Fluorine···π Induced Alkyne Concentrating and Orderly Arranged Sulfonate-Adjusted Interfacial Water Structure Promote Alkene Electrosynthesis at Large Current Densities

Abstract

Electrocatalytic semihydrogenation of alkynes to alkenes with water at nearly industrial current densities is highly important. However, a low interfacial alkyne–water ratio leads to severe hydrogen evolution, making it extremely challenging to obtain alkenes with a high Faradaic efficiency (FE).
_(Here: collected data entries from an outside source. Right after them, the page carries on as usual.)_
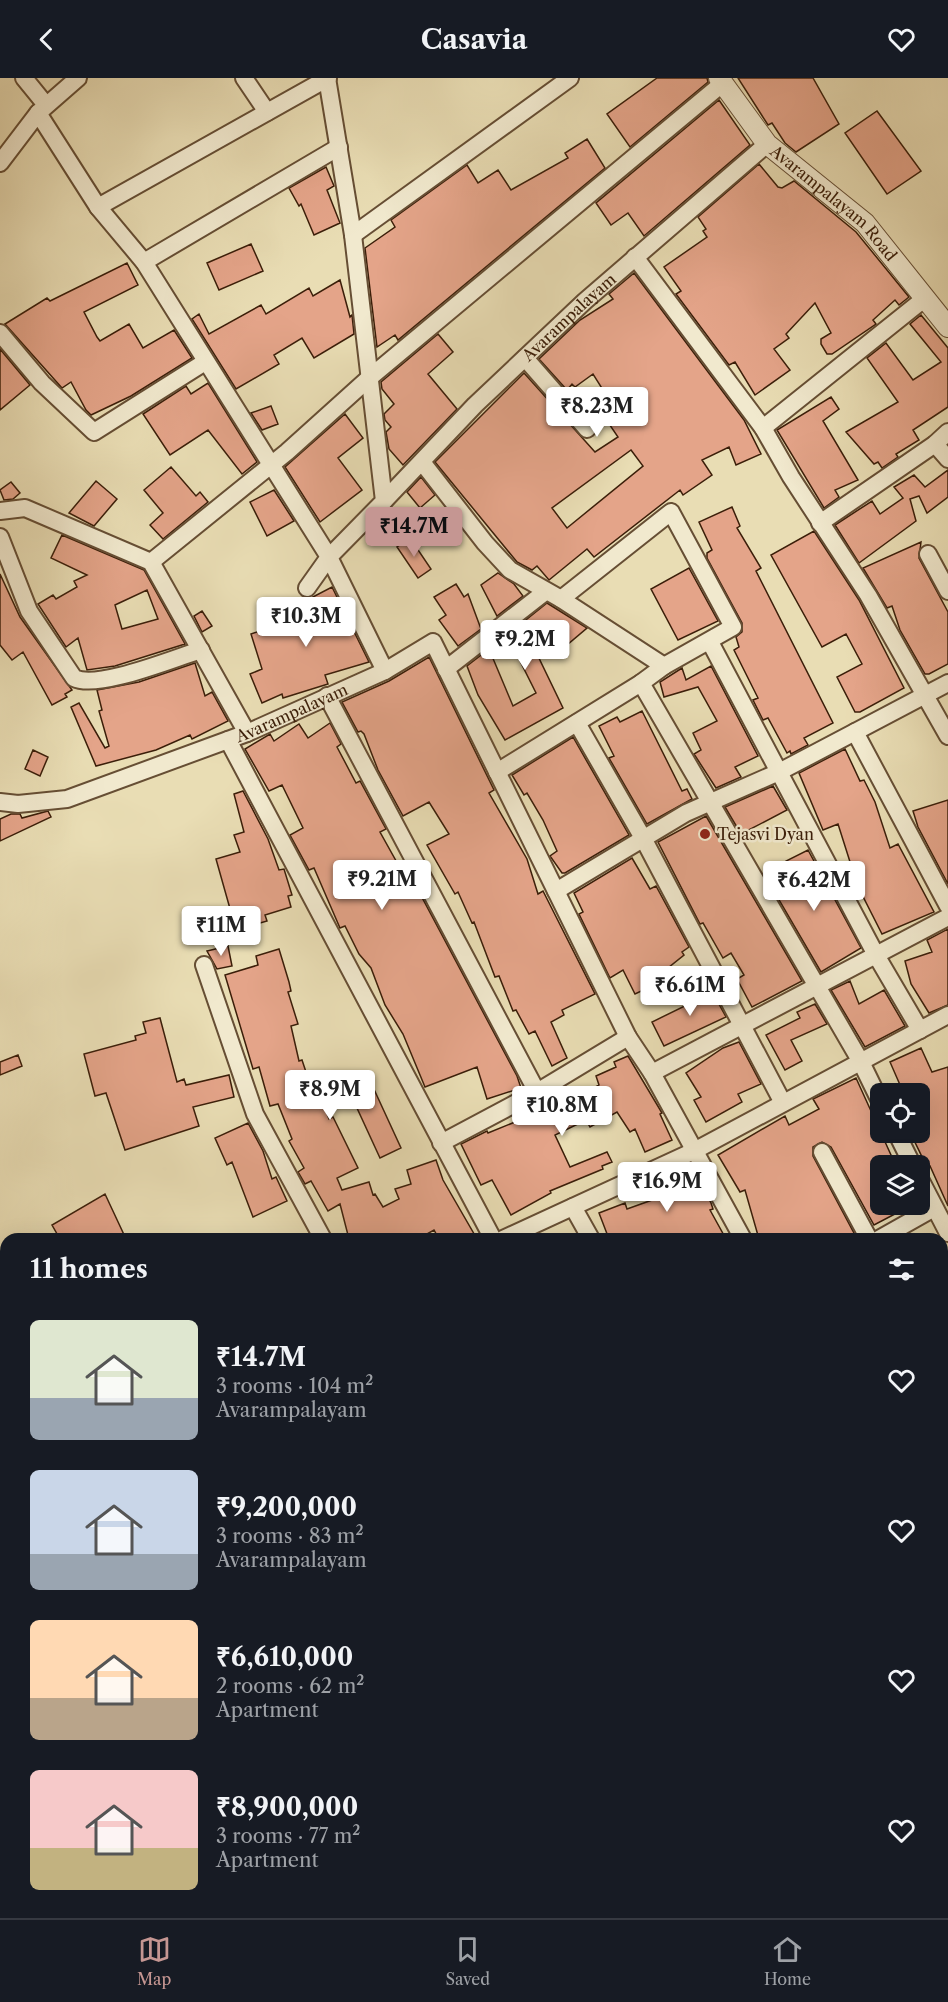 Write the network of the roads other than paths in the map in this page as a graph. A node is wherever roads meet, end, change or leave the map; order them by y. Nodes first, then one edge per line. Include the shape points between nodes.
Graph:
1 (24, 78) edge
2 (78, 78) edge
3 (244, 78) edge
4 (327, 78) edge
5 (570, 78) edge
6 (721, 81) edge
7 (42, 109) junction
8 (267, 112) junction
9 (767, 144) junction
10 (339, 147) junction
11 (0, 163) edge
12 (98, 207) junction
13 (353, 235) junction
14 (634, 256) junction
15 (144, 262) junction
16 (924, 299) junction
17 (948, 327) edge
18 (0, 333) edge
19 (525, 358) junction
20 (204, 362) junction
21 (368, 379) junction
22 (763, 428) junction
23 (587, 429) dead end
24 (948, 432) edge
25 (935, 444) junction
26 (948, 459) edge
27 (422, 462) junction
28 (270, 464) junction
29 (384, 501) junction
30 (0, 511) edge
31 (820, 523) junction
32 (0, 537) edge
33 (928, 554) dead end
34 (329, 557) junction
35 (151, 562) junction
36 (306, 588) dead end
37 (948, 591) edge
38 (545, 592) junction
39 (561, 599) junction
40 (710, 642) junction
41 (201, 650) junction
42 (664, 666) junction
43 (446, 669) junction
44 (385, 671) junction
45 (948, 682) edge
46 (641, 683) junction
47 (927, 694) junction
48 (327, 696) junction
49 (577, 723) junction
50 (855, 732) junction
51 (247, 733) junction
52 (948, 736) edge
53 (228, 741) junction
54 (497, 772) junction
55 (779, 772) junction
56 (0, 802) edge
57 (710, 802) junction
58 (644, 838) junction
59 (556, 891) junction
60 (948, 906) edge
61 (948, 917) edge
62 (876, 955) junction
63 (204, 964) dead end
64 (817, 986) junction
65 (948, 1015) edge
66 (742, 1026) junction
67 (920, 1030) junction
68 (628, 1037) junction
69 (861, 1062) junction
70 (652, 1073) junction
71 (871, 1083) edge
72 (537, 1092) junction
73 (783, 1103) junction
74 (441, 1143) junction
75 (694, 1151) junction
76 (822, 1152) dead end
77 (930, 1200) edge
78 (573, 1207) junction
79 (934, 1208) junction
80 (320, 1233) edge
81 (490, 1233) edge
82 (516, 1233) edge
83 (588, 1233) edge
84 (740, 1233) edge
85 (866, 1233) edge
86 (890, 1233) edge
87 (948, 1233) edge

1 - 7 street
2 - 7 street
3 - 8 street
4 - 8 street
4 - 10 street
5 - 13 street
6 - 9 street, Avarampalayam Road
6 - 21 street
7 - 11 street
7 - 12 street
8 - 12 street
9 - 14 street, Avarampalayam
9 - 16 street, Avarampalayam Road via 865,224
10 - 13 street
10 - 15 street
12 - 15 street
13 - 21 street
14 - 19 street, Avarampalayam
14 - 22 street
15 - 20 street
16 - 17 street, Avarampalayam Road
16 - 22 street
18 - 20 street via 42,383 94,432
19 - 23 street
19 - 27 street, Avarampalayam
20 - 28 street
21 - 28 street
21 - 29 street
22 - 31 street
24 - 25 street
25 - 26 street
25 - 31 street
27 - 29 street, Avarampalayam
27 - 38 street via 510,570
28 - 34 street
28 - 35 street
29 - 34 street, Avarampalayam
30 - 35 street via 25,508
31 - 47 street
32 - 41 street via 29,611 74,678 90,682 113,677
33 - 37 street
34 - 36 street, Avarampalayam
34 - 44 street
35 - 41 street
38 - 39 street
38 - 43 street
39 - 40 street via 671,512 733,627
39 - 42 street
40 - 42 street
40 - 55 street
41 - 51 street
42 - 46 street
43 - 44 street, Avarampalayam via 433,642
43 - 54 street
44 - 48 street, Avarampalayam
45 - 47 street
46 - 49 street
46 - 57 street
47 - 50 street
47 - 52 street
48 - 51 street, Avarampalayam
48 - 72 street
49 - 54 street
49 - 58 street
50 - 55 street
50 - 60 street
51 - 53 street, Avarampalayam
53 - 56 street, Avarampalayam via 67,799
53 - 74 street
54 - 59 street
55 - 57 street
55 - 62 street
57 - 58 street
57 - 64 street
58 - 59 street
58 - 66 street
59 - 68 street
61 - 62 street
62 - 64 street
62 - 67 street
63 - 80 street via 255,1114
64 - 66 street
64 - 69 street
65 - 67 street
66 - 70 street
66 - 73 street
67 - 69 street
68 - 70 street
68 - 72 street
69 - 71 street
69 - 73 street
70 - 75 street
72 - 74 street
73 - 75 street
74 - 81 street
75 - 78 street
75 - 84 street
76 - 85 street
77 - 79 street
78 - 82 street
78 - 83 street
79 - 86 street
79 - 87 street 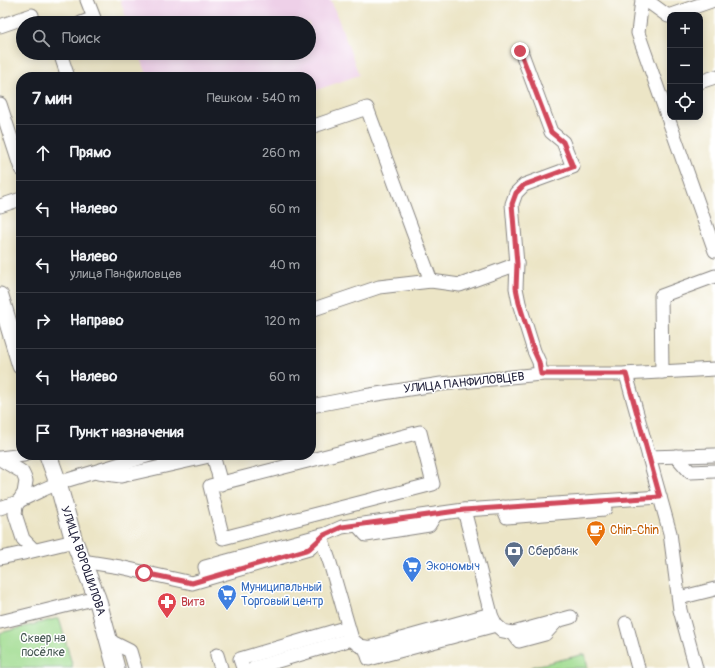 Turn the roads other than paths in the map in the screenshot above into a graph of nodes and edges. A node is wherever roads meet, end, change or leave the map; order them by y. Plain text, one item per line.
1 (87, 0) edge
2 (642, 0) edge
3 (646, 0) edge
4 (714, 0) edge
5 (32, 15) dead end
6 (29, 16) edge
7 (93, 16) edge
8 (16, 20) edge
9 (0, 26) edge
10 (520, 51) dead end
11 (62, 60) edge
12 (66, 72) edge
13 (715, 77) edge
14 (703, 81) edge
15 (665, 94) edge
16 (0, 104) edge
17 (316, 126) edge
18 (16, 154) edge
19 (16, 201) edge
20 (0, 206) edge
21 (715, 251) edge
22 (517, 264) junction
23 (715, 276) edge
24 (431, 281) junction
25 (1, 304) edge
26 (316, 308) edge
27 (16, 350) edge
28 (715, 369) edge
29 (662, 372) junction
30 (541, 374) junction
31 (626, 374) junction
32 (316, 405) edge
33 (16, 455) edge
34 (715, 455) edge
35 (1, 456) edge
36 (676, 456) junction
37 (649, 457) junction
38 (316, 459) edge
39 (50, 460) edge
40 (105, 460) edge
41 (133, 460) edge
42 (192, 460) edge
43 (214, 460) edge
44 (313, 460) edge
45 (97, 471) junction
46 (715, 471) edge
47 (58, 483) junction
48 (221, 484) junction
49 (660, 497) junction
50 (20, 500) junction
51 (0, 508) edge
52 (464, 510) junction
53 (323, 536) junction
54 (74, 541) junction
55 (34, 550) junction
56 (0, 558) edge
57 (82, 561) junction
58 (715, 589) edge
59 (97, 598) junction
60 (679, 598) junction
61 (571, 617) dead end
62 (493, 619) junction
63 (0, 622) edge
64 (626, 623) dead end
65 (350, 633) junction
66 (108, 640) junction
67 (116, 668) edge
68 (135, 668) edge
69 (242, 668) edge
70 (254, 668) edge
71 (638, 668) edge
72 (696, 668) edge

1 - 7 street
2 - 15 street
3 - 4 street
5 - 6 street
8 - 9 street
10 - 22 street
11 - 12 street
13 - 14 street
15 - 21 street
16 - 18 street
17 - 24 street
19 - 20 street
22 - 24 street
22 - 30 street
23 - 29 street
24 - 26 street
25 - 27 main road
28 - 29 street, УЛИЦА ПАНФИЛОВЦЕВ
29 - 31 street, УЛИЦА ПАНФИЛОВЦЕВ
30 - 31 street, УЛИЦА ПАНФИЛОВЦЕВ
30 - 32 street, УЛИЦА ПАНФИЛОВЦЕВ
31 - 37 street
33 - 35 street
34 - 36 street
35 - 50 street
36 - 37 street
36 - 46 street
37 - 49 street
38 - 48 street
39 - 47 main road, УЛИЦА ВОРОШИЛОВА
40 - 45 street
41 - 45 street
42 - 45 street
43 - 48 street
44 - 48 street
45 - 47 street
47 - 50 street
47 - 54 main road, УЛИЦА ВОРОШИЛОВА
49 - 52 street
49 - 60 street
50 - 51 street
50 - 55 street
52 - 53 street
52 - 62 street
53 - 57 street
53 - 65 street
54 - 55 street
54 - 57 main road, УЛИЦА ВОРОШИЛОВА
55 - 56 street
57 - 59 main road, УЛИЦА ВОРОШИЛОВА
58 - 60 street
59 - 63 street
59 - 66 main road, УЛИЦА ВОРОШИЛОВА
60 - 72 street
61 - 62 street
62 - 65 street
64 - 71 street
65 - 69 street
65 - 70 street
66 - 67 main road, УЛИЦА ВОРОШИЛОВА
66 - 68 street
Here, a strategy involving fluorine···π interaction-induced alkyne concentration and orderly arranged sulfonate-repelled interfacial water-cation is developed over commercial Nafion-modified palladium nanotips, enabling electrolysis of 2-methyl-3-buten-2-ol (MBE) with up to 83% FE under −100 mA cm⁻². The fluorine···π effect concentrates the alkyne via its adsorption enhancement, promotes electron transfer, and lowers the activation energy, thus accelerating hydrogenation kinetics. Under the bias potential, the side chain of Nafion undergoing rearrangement from disordered to nearly ordered significantly decreases the interfacial free water coverage and activity, thereby reducing the amount of in situ-generated surface-active hydrogen, which contributes to suppressing hydrogen evolution and improving the FE. An 82% FE and 18.9 mmol h⁻¹ reaction rate of MBE is achieved in a 10 h continuous electrosynthesis at 1.25 A, demonstrating potential utility. Furthermore, the hydrogenation and deuteration of different alkynes with improved Faradaic efficiencies at −100 mA cm⁻² rationalize the design concept.